The Food and Drug Administration's decision to stop imports from four Japanese prefectures in the crisis-hit northeast crystallized international anxiety about the impact of the worst atomic crisis since Chernobyl in 1986.
Other nations may follow suit with formal bans. Some private importers have already stopped shipments from Japan anyway.
At the six-reactor Fukushima plant, which was crippled by a March 11 earthquake and tsunami, engineers are battling to cool reactors and contain further contamination.
Showing the widening problem, Japan said on Wednesday above-safety radiation levels had been discovered in 11 types of vegetables from the area, in addition to milk and water.
Officials still insisted, however, that there was no danger to humans and urged the world not to over react.
"We will explain to countries the facts and we hope they will take logical measures based on them," Japan's chief cabinet secretary Yukio Edano, who has been the government's public face during the crisis, told a news conference.
The Asian nation's worst crisis since World War Two has caused an estimated $250 billion damage, sent shock waves through global financial markets, and left nearly 23,000 people dead or missing, mostly from flattened coastal towns.
More than a quarter of a million people are living in shelters, while rescuers and sniffer dogs comb debris and mud looking for corpses and personal momentous.

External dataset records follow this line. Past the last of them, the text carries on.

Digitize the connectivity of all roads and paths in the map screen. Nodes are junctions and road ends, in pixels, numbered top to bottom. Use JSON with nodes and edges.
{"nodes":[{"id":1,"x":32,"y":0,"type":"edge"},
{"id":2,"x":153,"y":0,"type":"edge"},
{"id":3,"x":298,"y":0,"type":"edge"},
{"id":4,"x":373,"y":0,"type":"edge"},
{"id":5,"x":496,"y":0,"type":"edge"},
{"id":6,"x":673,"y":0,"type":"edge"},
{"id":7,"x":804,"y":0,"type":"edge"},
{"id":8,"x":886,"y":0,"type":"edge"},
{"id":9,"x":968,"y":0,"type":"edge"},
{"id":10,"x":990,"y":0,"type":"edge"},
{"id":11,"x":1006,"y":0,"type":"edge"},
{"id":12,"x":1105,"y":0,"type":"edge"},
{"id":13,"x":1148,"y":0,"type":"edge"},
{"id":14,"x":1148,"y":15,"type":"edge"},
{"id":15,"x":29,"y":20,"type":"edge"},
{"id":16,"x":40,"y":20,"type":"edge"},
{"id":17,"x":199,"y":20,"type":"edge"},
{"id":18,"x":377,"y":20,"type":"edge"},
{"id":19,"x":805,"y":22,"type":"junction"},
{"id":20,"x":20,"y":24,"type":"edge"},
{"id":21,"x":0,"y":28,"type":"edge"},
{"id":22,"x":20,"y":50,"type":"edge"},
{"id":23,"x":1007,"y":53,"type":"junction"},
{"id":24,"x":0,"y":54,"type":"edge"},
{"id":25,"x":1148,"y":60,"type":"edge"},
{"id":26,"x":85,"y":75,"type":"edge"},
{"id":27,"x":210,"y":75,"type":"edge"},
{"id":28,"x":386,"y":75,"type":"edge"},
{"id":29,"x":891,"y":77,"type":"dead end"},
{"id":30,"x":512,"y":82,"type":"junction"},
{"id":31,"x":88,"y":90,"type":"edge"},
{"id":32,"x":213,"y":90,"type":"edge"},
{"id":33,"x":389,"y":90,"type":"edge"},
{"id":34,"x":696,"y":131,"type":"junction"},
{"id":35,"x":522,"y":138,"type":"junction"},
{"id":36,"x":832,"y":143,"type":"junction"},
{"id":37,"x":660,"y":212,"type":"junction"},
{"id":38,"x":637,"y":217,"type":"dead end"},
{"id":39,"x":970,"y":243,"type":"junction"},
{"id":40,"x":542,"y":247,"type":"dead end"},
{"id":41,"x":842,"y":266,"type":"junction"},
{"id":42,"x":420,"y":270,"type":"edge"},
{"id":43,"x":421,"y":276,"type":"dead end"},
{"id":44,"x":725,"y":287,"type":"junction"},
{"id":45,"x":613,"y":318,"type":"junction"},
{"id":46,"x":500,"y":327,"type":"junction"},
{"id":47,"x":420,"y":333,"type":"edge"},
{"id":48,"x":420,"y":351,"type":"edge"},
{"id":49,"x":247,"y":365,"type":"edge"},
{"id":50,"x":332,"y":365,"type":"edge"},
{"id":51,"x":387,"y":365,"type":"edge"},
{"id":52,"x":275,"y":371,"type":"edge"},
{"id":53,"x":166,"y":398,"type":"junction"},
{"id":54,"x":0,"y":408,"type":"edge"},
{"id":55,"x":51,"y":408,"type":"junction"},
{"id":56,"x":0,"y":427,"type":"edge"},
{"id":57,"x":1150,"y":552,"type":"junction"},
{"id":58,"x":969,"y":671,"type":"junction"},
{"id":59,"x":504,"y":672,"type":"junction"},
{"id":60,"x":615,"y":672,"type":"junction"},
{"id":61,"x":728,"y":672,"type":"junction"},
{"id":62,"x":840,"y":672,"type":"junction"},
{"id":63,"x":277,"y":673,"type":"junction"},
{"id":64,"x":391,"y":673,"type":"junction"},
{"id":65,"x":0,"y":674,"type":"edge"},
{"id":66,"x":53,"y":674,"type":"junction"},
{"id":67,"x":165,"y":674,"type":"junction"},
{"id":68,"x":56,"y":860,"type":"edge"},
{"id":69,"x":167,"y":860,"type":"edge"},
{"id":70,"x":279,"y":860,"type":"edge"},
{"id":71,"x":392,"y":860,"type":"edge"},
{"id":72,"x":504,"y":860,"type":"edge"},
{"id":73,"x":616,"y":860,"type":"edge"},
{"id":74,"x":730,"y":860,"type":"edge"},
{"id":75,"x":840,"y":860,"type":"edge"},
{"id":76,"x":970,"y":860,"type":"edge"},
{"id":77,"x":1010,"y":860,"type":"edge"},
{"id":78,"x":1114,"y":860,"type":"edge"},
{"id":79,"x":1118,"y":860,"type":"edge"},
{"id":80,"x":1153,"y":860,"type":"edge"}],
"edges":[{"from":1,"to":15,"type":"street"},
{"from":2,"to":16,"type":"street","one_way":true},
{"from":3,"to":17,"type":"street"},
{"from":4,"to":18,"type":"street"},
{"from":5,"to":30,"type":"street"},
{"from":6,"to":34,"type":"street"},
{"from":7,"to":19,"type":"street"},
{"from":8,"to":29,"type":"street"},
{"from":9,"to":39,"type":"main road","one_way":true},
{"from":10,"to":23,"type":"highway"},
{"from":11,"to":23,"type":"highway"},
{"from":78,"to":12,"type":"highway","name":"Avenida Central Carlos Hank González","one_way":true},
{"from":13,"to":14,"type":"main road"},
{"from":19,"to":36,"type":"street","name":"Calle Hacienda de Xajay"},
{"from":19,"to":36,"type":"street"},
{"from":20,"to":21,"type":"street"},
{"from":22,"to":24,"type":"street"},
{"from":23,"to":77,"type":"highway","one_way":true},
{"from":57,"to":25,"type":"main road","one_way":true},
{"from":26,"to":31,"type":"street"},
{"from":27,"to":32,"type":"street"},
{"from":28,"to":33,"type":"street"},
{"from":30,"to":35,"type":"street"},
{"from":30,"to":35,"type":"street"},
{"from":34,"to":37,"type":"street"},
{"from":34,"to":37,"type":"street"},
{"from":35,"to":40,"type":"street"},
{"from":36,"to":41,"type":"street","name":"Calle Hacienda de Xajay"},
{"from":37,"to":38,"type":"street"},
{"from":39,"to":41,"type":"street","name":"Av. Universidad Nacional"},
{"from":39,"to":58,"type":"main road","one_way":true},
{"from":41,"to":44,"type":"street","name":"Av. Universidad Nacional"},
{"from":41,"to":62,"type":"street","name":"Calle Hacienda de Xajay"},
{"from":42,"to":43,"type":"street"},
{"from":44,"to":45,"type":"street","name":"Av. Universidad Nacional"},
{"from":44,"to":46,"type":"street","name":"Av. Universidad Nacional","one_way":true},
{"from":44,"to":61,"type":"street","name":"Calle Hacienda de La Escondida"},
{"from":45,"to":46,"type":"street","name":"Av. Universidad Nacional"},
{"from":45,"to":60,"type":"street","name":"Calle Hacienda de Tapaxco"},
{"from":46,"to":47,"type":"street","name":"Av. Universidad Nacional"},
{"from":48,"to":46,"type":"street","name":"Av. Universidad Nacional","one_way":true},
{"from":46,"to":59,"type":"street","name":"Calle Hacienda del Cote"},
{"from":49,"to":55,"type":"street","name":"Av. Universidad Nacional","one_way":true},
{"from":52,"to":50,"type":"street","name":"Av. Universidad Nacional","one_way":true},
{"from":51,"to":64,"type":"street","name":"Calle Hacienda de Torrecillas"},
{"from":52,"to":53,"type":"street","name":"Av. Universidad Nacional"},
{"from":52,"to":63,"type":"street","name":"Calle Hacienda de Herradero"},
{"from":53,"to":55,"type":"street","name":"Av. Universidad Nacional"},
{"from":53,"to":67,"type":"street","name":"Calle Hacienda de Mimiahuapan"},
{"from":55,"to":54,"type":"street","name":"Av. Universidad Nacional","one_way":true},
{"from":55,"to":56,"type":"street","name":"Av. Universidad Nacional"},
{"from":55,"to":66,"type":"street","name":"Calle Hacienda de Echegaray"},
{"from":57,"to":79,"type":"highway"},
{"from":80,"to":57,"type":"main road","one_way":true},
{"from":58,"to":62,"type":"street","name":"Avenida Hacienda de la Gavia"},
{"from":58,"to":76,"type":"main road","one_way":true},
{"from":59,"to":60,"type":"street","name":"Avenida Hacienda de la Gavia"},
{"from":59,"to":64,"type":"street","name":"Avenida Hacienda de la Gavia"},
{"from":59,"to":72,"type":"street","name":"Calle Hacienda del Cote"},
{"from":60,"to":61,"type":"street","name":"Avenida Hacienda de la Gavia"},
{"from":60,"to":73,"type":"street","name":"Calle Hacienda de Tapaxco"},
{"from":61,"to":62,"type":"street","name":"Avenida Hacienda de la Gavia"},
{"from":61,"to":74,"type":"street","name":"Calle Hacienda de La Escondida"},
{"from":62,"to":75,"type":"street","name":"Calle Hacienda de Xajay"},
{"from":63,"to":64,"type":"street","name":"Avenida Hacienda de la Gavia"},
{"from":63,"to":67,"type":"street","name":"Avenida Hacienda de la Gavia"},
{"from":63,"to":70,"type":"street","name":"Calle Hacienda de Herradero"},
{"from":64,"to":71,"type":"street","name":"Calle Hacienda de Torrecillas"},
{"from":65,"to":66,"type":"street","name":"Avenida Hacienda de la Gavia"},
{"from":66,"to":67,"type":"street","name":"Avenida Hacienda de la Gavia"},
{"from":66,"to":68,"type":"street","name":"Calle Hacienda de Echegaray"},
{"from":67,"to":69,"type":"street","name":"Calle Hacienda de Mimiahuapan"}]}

Worsened by widespread ignorance of the technicalities of radiation, public concern is rising around the world and radioactive particles have been found as far away as Iceland.
Japan has already halted shipment of some food from the area and told people in the area to stop eating leafy vegetables.
Asian neighbors are inspecting imports for contamination, and Taiwan advised boats to stop fishing in Japanese waters.
Vienna-based U.N. watchdog, the International Atomic Energy Agency (IAEA), expressed concern about a lack of information from Japanese authorities. It cited missing data on temperatures of spent fuel pools at the facility's reactors 1, 3 and 4.
"We continue to see radiation coming from the site ... and the question is where exactly is that coming from?" added a senior IAEA official James Lyons.
Although there has been progress in restoring power to the Fukushima site 13 days after the accident, plant operator Tokyo Electric Power Co (TEPCO) said it needed more time before it could say the reactors were stabilized.
Technicians working inside an evacuation zone around the plant, 250 km (150 miles) north of Tokyo, have successfully attached power cables to all six reactors and started a pump at one to cool overheating nuclear fuel rods.
Concern is high over reactor No. 1 after its temperature rose to near 400 degrees Celsius, above a design limit of 302.